THE TASK — A complete answer includes every line below with the word "hand".

━━ LISTED ENTRIES

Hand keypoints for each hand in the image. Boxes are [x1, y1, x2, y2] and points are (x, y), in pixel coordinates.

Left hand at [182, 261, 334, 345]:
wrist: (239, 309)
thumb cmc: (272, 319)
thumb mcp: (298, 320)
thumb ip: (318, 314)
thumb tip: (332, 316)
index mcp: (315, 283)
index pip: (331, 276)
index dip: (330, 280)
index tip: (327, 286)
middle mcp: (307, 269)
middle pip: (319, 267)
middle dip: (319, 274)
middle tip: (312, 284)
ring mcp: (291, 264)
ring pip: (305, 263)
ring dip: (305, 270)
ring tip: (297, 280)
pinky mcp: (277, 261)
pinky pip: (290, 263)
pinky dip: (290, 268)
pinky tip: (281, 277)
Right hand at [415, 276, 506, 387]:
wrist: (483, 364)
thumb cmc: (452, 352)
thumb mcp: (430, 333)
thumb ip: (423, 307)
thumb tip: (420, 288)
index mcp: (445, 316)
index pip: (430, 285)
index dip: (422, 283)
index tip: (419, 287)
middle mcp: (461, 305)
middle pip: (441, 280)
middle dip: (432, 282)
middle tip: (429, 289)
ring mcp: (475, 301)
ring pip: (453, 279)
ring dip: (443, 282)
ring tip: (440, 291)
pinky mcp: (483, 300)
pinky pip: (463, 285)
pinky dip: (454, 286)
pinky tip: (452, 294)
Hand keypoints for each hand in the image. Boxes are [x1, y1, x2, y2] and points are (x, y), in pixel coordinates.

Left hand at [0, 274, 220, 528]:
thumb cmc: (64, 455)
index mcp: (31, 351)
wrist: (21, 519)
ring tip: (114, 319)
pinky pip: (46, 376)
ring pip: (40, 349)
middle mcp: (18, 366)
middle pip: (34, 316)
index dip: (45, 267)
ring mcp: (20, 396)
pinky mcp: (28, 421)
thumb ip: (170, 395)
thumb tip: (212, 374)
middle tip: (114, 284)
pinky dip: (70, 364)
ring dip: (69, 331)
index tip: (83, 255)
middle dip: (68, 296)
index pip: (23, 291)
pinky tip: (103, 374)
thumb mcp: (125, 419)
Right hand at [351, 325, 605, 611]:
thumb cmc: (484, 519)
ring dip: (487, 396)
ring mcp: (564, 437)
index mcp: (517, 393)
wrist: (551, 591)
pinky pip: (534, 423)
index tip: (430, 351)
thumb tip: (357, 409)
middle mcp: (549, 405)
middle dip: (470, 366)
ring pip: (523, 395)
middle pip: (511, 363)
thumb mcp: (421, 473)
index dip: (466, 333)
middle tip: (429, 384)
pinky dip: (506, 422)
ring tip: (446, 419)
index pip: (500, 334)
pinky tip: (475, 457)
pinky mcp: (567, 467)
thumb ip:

━━━━

REPLY —
Hand keypoints for each hand in the image. Boxes are [x1, y1, x2, y2] and points are (x, y), in pixel coordinates.
Left hand at [182, 261, 334, 345]:
Right hand at [415, 276, 506, 387]:
Hand keypoints for each hand in the image. Boxes are [x1, y1, x2, y2] and points are (x, y), in pixel coordinates.
Left hand at [0, 274, 220, 528]:
Right hand at [351, 325, 605, 611]:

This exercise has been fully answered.